TASK REQUIREMENTS →
Using the data below, please return every line exactly as given.

RECORDS SHOWN →
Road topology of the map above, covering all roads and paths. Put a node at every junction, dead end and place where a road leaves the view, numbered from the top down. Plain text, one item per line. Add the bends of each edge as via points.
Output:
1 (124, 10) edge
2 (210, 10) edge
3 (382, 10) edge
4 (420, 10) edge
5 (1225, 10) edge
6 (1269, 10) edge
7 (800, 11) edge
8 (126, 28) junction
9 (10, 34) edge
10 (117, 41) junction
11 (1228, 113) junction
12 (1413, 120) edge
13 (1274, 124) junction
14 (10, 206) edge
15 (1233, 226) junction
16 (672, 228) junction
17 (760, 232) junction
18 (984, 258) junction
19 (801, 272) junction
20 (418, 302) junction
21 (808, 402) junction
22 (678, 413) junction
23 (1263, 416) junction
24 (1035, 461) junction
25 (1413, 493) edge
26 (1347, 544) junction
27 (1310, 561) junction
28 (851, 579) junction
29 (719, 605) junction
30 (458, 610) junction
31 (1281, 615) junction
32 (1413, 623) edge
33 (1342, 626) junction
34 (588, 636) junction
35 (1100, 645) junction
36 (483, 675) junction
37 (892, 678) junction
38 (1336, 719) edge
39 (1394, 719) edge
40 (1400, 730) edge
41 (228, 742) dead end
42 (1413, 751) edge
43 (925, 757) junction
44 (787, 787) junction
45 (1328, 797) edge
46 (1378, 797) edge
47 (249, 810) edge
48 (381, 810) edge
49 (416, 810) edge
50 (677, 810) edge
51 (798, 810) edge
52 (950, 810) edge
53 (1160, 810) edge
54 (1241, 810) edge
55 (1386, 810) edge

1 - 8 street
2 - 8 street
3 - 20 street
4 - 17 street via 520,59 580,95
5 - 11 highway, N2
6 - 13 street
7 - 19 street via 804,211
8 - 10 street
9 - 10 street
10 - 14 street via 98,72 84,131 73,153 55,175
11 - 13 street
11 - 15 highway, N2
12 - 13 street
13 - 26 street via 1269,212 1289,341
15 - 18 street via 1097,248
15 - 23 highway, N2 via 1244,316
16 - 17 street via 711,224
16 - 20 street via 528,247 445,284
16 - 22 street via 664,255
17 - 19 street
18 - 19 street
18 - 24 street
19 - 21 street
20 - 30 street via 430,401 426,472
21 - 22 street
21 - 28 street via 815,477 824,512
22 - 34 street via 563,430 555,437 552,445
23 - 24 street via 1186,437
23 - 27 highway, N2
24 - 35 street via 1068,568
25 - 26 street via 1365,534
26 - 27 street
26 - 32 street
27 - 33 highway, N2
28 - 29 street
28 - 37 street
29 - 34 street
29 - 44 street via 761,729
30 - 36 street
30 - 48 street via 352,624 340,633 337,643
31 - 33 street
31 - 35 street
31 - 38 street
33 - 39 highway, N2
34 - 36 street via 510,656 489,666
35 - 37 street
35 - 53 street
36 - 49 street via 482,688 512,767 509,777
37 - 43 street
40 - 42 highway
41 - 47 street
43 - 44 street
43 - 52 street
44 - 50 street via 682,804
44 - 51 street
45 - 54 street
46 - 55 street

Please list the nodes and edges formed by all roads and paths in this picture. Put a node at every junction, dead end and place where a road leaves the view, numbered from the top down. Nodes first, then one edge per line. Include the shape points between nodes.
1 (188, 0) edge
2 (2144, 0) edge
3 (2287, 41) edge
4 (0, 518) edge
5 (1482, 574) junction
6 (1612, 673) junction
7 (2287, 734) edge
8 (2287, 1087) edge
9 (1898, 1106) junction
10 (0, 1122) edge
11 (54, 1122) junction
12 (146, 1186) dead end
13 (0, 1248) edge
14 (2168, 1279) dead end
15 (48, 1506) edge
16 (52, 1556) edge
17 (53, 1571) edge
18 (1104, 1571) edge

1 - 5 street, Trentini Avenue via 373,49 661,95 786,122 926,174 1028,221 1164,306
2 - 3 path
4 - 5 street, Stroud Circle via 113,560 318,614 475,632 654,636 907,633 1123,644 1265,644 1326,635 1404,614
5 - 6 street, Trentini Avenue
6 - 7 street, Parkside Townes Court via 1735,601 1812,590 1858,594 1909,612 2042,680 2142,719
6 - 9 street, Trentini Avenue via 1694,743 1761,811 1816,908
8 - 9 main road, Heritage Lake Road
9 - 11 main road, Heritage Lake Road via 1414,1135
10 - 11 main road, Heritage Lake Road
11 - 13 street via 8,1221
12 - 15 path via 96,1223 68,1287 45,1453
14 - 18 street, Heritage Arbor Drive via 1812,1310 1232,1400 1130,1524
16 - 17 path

EXERCISE RESULT →
Road topology of the map above, covering all roads and paths. Put a node at every junction, dead end and place where a road leaves the view, numbered from the top down. Plain text, one item per line. Add the bends of each edge as via points.
Output:
1 (124, 10) edge
2 (210, 10) edge
3 (382, 10) edge
4 (420, 10) edge
5 (1225, 10) edge
6 (1269, 10) edge
7 (800, 11) edge
8 (126, 28) junction
9 (10, 34) edge
10 (117, 41) junction
11 (1228, 113) junction
12 (1413, 120) edge
13 (1274, 124) junction
14 (10, 206) edge
15 (1233, 226) junction
16 (672, 228) junction
17 (760, 232) junction
18 (984, 258) junction
19 (801, 272) junction
20 (418, 302) junction
21 (808, 402) junction
22 (678, 413) junction
23 (1263, 416) junction
24 (1035, 461) junction
25 (1413, 493) edge
26 (1347, 544) junction
27 (1310, 561) junction
28 (851, 579) junction
29 (719, 605) junction
30 (458, 610) junction
31 (1281, 615) junction
32 (1413, 623) edge
33 (1342, 626) junction
34 (588, 636) junction
35 (1100, 645) junction
36 (483, 675) junction
37 (892, 678) junction
38 (1336, 719) edge
39 (1394, 719) edge
40 (1400, 730) edge
41 (228, 742) dead end
42 (1413, 751) edge
43 (925, 757) junction
44 (787, 787) junction
45 (1328, 797) edge
46 (1378, 797) edge
47 (249, 810) edge
48 (381, 810) edge
49 (416, 810) edge
50 (677, 810) edge
51 (798, 810) edge
52 (950, 810) edge
53 (1160, 810) edge
54 (1241, 810) edge
55 (1386, 810) edge

1 - 8 street
2 - 8 street
3 - 20 street
4 - 17 street via 520,59 580,95
5 - 11 highway, N2
6 - 13 street
7 - 19 street via 804,211
8 - 10 street
9 - 10 street
10 - 14 street via 98,72 84,131 73,153 55,175
11 - 13 street
11 - 15 highway, N2
12 - 13 street
13 - 26 street via 1269,212 1289,341
15 - 18 street via 1097,248
15 - 23 highway, N2 via 1244,316
16 - 17 street via 711,224
16 - 20 street via 528,247 445,284
16 - 22 street via 664,255
17 - 19 street
18 - 19 street
18 - 24 street
19 - 21 street
20 - 30 street via 430,401 426,472
21 - 22 street
21 - 28 street via 815,477 824,512
22 - 34 street via 563,430 555,437 552,445
23 - 24 street via 1186,437
23 - 27 highway, N2
24 - 35 street via 1068,568
25 - 26 street via 1365,534
26 - 27 street
26 - 32 street
27 - 33 highway, N2
28 - 29 street
28 - 37 street
29 - 34 street
29 - 44 street via 761,729
30 - 36 street
30 - 48 street via 352,624 340,633 337,643
31 - 33 street
31 - 35 street
31 - 38 street
33 - 39 highway, N2
34 - 36 street via 510,656 489,666
35 - 37 street
35 - 53 street
36 - 49 street via 482,688 512,767 509,777
37 - 43 street
40 - 42 highway
41 - 47 street
43 - 44 street
43 - 52 street
44 - 50 street via 682,804
44 - 51 street
45 - 54 street
46 - 55 street

Please list the nodes and edges formed by all roads and paths in this picture. Put a node at every junction, dead end and place where a road leaves the view, numbered from the top down. Nodes first, then one edge per line. Include the shape points between nodes.
1 (188, 0) edge
2 (2144, 0) edge
3 (2287, 41) edge
4 (0, 518) edge
5 (1482, 574) junction
6 (1612, 673) junction
7 (2287, 734) edge
8 (2287, 1087) edge
9 (1898, 1106) junction
10 (0, 1122) edge
11 (54, 1122) junction
12 (146, 1186) dead end
13 (0, 1248) edge
14 (2168, 1279) dead end
15 (48, 1506) edge
16 (52, 1556) edge
17 (53, 1571) edge
18 (1104, 1571) edge

1 - 5 street, Trentini Avenue via 373,49 661,95 786,122 926,174 1028,221 1164,306
2 - 3 path
4 - 5 street, Stroud Circle via 113,560 318,614 475,632 654,636 907,633 1123,644 1265,644 1326,635 1404,614
5 - 6 street, Trentini Avenue
6 - 7 street, Parkside Townes Court via 1735,601 1812,590 1858,594 1909,612 2042,680 2142,719
6 - 9 street, Trentini Avenue via 1694,743 1761,811 1816,908
8 - 9 main road, Heritage Lake Road
9 - 11 main road, Heritage Lake Road via 1414,1135
10 - 11 main road, Heritage Lake Road
11 - 13 street via 8,1221
12 - 15 path via 96,1223 68,1287 45,1453
14 - 18 street, Heritage Arbor Drive via 1812,1310 1232,1400 1130,1524
16 - 17 path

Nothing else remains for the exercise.